I have been telling Chrissy for weeks now that I need to guest post on her blog for Steph. I have a story to share. A story that has God's name all over it. A story that some already know. It is the reason why........
Eighteen years ago in May, my husband Kenneth suffered a heart attack at the age of 40. This was the beginning of many health problems for him. At this time, our daughter Chrissy was in 6th grade and our son Jarad was in 3rd. This was the very same time that I met Stephanie Phillips. She was just graduating from Catholic High School. Chrissy's basketball coach and our good friend, Tom had brought in a few girls to work with his little team of 6th graders trying to improve their skills for the big move to Cherokee Junior High. He formed a friendship with her and kept her involved with the girls and in helping her make extra money. More and more Steph would seek me out to talk.
As we all know, Steph signed with the SMS Lady Bears. She moved into the dorms but would still call me. One day, before the season started, she called and sounded so different. Almost lost. I said, "are you okay"? Those three words changed our lives forever. She started crying. I was SHOCKED. Hard core Stephanie Phillips, I was positive, would NEVER cry! She asked to come over. This also was the beginning of our hour upon hour of marathon talks.
Our friendship began. We talked (and still do) daily. She became part of our family. She loved the busyness of our home. You might ask yourself why a girl would spend so much time with someone else's family when she already has a family, a great family. She loves her family. Well, simply put it's a God thing.
During the first year of our friendship, Steph and I were at my house doing what we always did.....talking and eating. I remember the moment. I became very serious and somewhat emotional. I told Steph that our friendship scared me. I told her that I felt like God put her in my life for a reason and that it was health related. I was so sad. She agreed with me; she felt it too. We talked more (because that's what we do) and I told her I felt like I was going to lose Kenneth and that she was supposed to be there for me. I was confused on how this 19 year old girl was going to help me. Hey, I was 34. I was the elder. So Kenneth continued to have health problems and Steph continued to be by my side through each one. We never talked about losing Kenneth again. She would just tell me things like "I will push you in your wheelchair", "I will wipe the drool from your face", "I will NEVER be able to do your hair". We laughed. She told me she would be my forever friend. She insisted that we label ourselves as such.
Fast forward to January 2010. Sitting together in the bathroom of our hotel room. Scot, Drew & Levi fast asleep in the beds. Steph knew that she was going to die. We cried. She wondered what her funeral was going to be like. She wondered if Levi would remember her. She was especially sad that she was going to be responsible for breaking her mom and dad's hearts....forever. She cried to me and apologized for what she had done to my life. How she has consumed so much of my time, how her children have consumed so much of my time. I stopped crying. I felt so peaceful. I looked at her and said, "Oh Steph, do you remember many many years ago, in my house, our conversation about our friendship and it being health related. It was never Kenneth, it was YOU."

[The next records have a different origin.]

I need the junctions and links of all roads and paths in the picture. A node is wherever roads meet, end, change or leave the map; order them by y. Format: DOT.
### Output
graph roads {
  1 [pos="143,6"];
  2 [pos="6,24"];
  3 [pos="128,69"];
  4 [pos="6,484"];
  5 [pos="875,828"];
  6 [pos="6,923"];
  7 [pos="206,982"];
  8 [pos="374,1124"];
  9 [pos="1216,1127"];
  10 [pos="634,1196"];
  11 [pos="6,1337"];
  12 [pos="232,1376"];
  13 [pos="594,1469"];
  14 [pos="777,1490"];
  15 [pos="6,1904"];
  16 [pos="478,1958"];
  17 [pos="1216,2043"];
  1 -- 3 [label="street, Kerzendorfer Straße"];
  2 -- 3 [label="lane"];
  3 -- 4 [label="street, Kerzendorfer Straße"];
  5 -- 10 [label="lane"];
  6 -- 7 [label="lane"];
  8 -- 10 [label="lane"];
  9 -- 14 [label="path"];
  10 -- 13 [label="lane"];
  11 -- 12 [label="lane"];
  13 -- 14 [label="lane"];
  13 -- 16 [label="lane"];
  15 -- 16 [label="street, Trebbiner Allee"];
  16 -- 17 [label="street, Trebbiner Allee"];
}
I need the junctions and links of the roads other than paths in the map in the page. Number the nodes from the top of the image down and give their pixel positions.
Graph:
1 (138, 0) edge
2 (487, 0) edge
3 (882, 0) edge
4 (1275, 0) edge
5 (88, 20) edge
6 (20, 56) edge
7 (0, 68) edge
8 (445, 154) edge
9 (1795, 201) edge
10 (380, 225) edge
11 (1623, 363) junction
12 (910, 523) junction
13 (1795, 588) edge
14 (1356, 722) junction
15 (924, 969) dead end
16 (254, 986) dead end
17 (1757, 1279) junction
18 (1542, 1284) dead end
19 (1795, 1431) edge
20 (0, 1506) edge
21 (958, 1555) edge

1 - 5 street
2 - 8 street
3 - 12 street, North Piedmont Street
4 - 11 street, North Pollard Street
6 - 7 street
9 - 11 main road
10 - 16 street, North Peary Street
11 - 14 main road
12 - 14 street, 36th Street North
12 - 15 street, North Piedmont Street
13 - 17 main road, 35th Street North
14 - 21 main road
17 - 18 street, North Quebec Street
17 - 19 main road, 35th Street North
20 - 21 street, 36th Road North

I have such a peace about my life. I have tons of joy everyday. I want to share with everyone I know and with most I don't know that while we are waiting for our Father to take Steph home this house is full of love and joy. Love from my family and her family. She is surrounded daily by these people and special friends. We love on her. We read Scripture to her. We share special messages from cards that are sent to her. We play her favorite music. All the little ones kiss her and tell her they love her, she smiles, it's precious. The joy, oh the joy! There is nothing better than to watch Drew and Levi play with THEIR forever friends and be so content.
I now understand why even though this is one of the hardest things I have ever done, it is the easiest. I don't do this alone. Never have. Never will. Steph has an amazing husband in Scot, my husband Kenneth is equally amazing. We are making a great team in keeping Steph comfortable. I'm surrounded by Chrissy and Jarad, who hug and kiss me more than the little ones. One started the blog and the other the foundation. My son-in-law, Brian who drops by to check on ME, who wraps those big arms around me and tells me he loves me. My daughter-in-law, Ashley, who calls me her mother-in-love and who drops everything to take Drew & Levi to Bass Pro to pick something special for their Daddy for Father's Day. While Scot, Kenneth and I tend to Steph's needs, we never have to worry about the boys and if they are being cared for and loved on. Most importantly, I know I am not alone because my Father in Heaven is holding me every second of every day. I have always known the Lord. He has always been a huge part of my life. It's time like these that he NEVER leaves my side.
I wanted to share our story. People have just always known Steph as a part of our family, but many often ask me how EXACTLY we met. Most importantly, I wanted people to understand how God has put us together and carried us through this journey. It is truly amazing to all of us and we are eternally grateful for His faithfulness.